Lewis and Clark Had Sacagawea – French Prairie Had Marie Dorian.

The story of Sacagawea, the woman who helped guide the Lewis and Clark Expedition to explore the Oregon Country, is well known.  But 6 years later, another American Indian woman helped guide the 1811 Astor Expedition to Oregon, and she’s believed to be buried in French Prairie in St. Louis.

Born about 1786, she was an Iowan Indian who as a teenager married Pierre Dorion, a French Canadian. Like Sacagawea six years earlier, she served as an interpreter to help guide a party of white explorers to the northwest. It’s possible that Marie and Sacajawea knew one another as both women were originally based in the then-small settlement of St. Louis, and they were both wives of interpreters in the burgeoning Missouri fur trade.

In 1813, the Pacific Fur Company hired Marie’s husband, Pierre Dorion Jr., to help with an overland expedition to the Oregon Country.  Along with her two young children, Marie joined her husband and began a long and difficult trip. She is remembered for an act of heroism during the journey.

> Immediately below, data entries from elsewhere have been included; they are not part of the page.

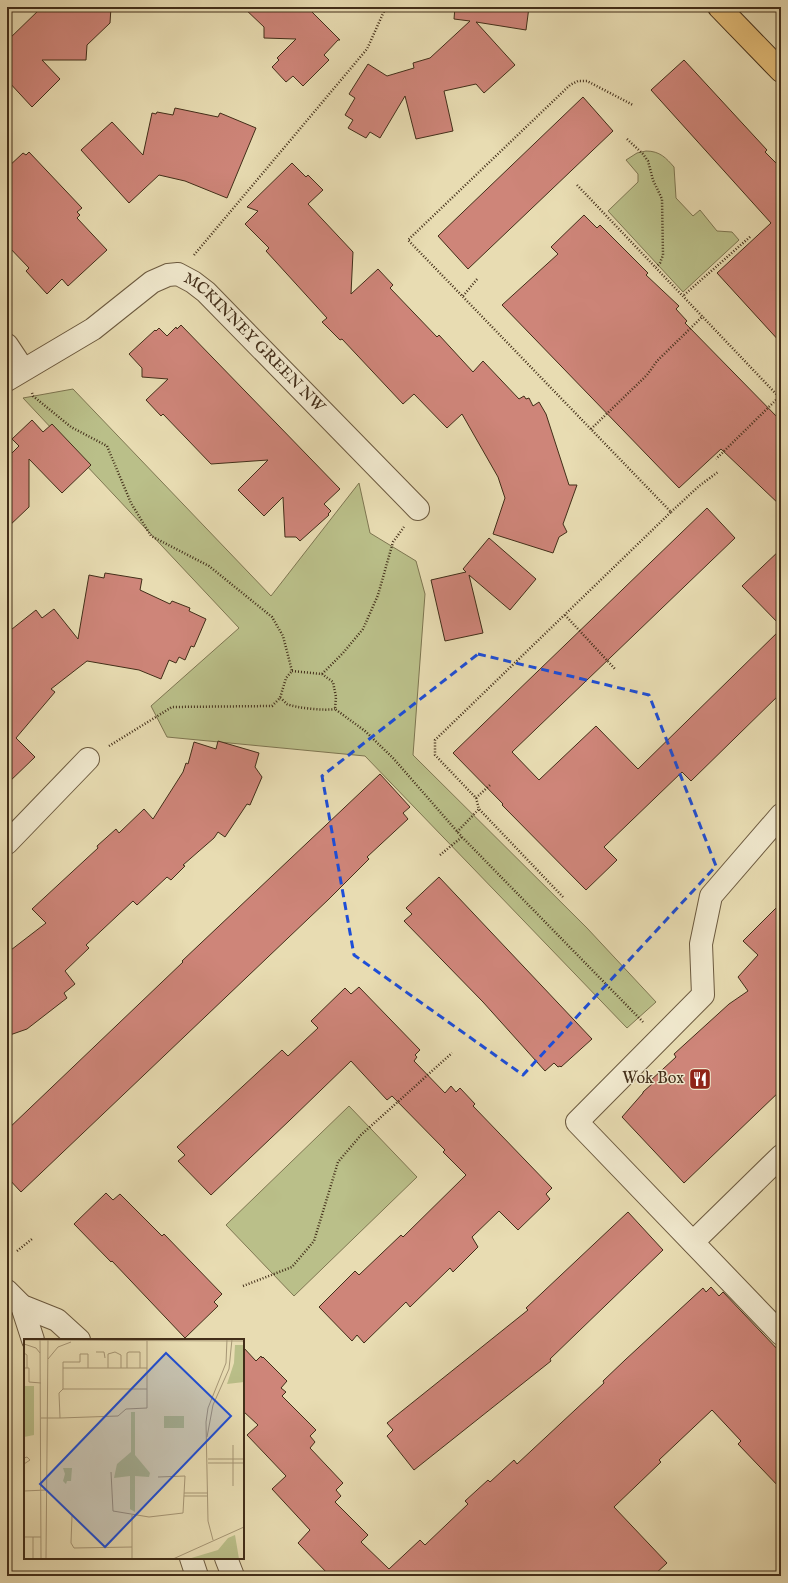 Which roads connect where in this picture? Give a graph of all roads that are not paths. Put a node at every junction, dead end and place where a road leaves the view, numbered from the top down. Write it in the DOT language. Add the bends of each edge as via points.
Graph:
graph roads {
  1 [pos="720,7"];
  2 [pos="781,72"];
  3 [pos="7,345"];
  4 [pos="15,374"];
  5 [pos="418,509"];
  6 [pos="88,759"];
  7 [pos="781,815"];
  8 [pos="7,843"];
  9 [pos="781,1156"];
  10 [pos="693,1242"];
  11 [pos="15,1299"];
  12 [pos="781,1334"];
  13 [pos="33,1339"];
  14 [pos="78,1339"];
  15 [pos="191,1559"];
  16 [pos="226,1559"];
  17 [pos="197,1576"];
  18 [pos="233,1576"];
  1 -- 2 [label="main road"];
  3 -- 4 [label="street"];
  4 -- 5 [label="street, MCKINNEY GREEN NW" via="93,329 152,282 178,274 206,292"];
  6 -- 8 [label="street"];
  7 -- 10 [label="street" via="711,896 701,944 703,995 577,1122"];
  9 -- 10 [label="street"];
  10 -- 12 [label="street"];
  11 -- 13 [label="street"];
  11 -- 14 [label="street" via="57,1320"];
  15 -- 17 [label="street"];
  16 -- 18 [label="street"];
}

After reaching Fort Astoria in 1813, Marie and her husband joined a hunting party headed for the Snake River area, home to the Bannock tribe. In January 1814, she learned that the Bannock were planning to attack her husband’s hunting party, and Marie took a horse,  her children, and set off for her husband’s camp. After three days of fighting through mountainous snow, she reached the campsite – only to find that her husband was dead. Giles LeClerc, who was badly wounded, told her that the three of them had been attacked that morning while working their traps. Pierre and the other trapper, Jacob Reznor, did not survive.

Marie put Giles onto her horse with the two boys and began the frigid three-day journey to the main campsite. Although Marie tried to save him, he died along the way.  More horror greeted her back at the main camp where she found all the men there had been murdered, scalped, and dismembered. She was alone in the wildness with her little sons.

Gathering some food supplies, she loaded the boys onto the horse and headed west, away from hostile territory. For three months, Dorion and her children crossed deep snow in the Blue Mountains of what now is eastern Oregon and Washington.  After a journey of about 250 miles, they arrived at the Columbia River and found refuge amongst the Walla Walla tribe.

Marie ultimately settled in St. Louis, Oregon, remarried and lived here until her death in 1850.  When she died in 1850, she was buried inside the original St. Louis church.  When that church was burned in 1880, her remains were forgotten and their exact whereabouts are no longer known. The current St. Louis church was built on the original 1880 site, but the exact site of Dorion’s remains are unknown. A large stone commemorative marker can be found on the church grounds.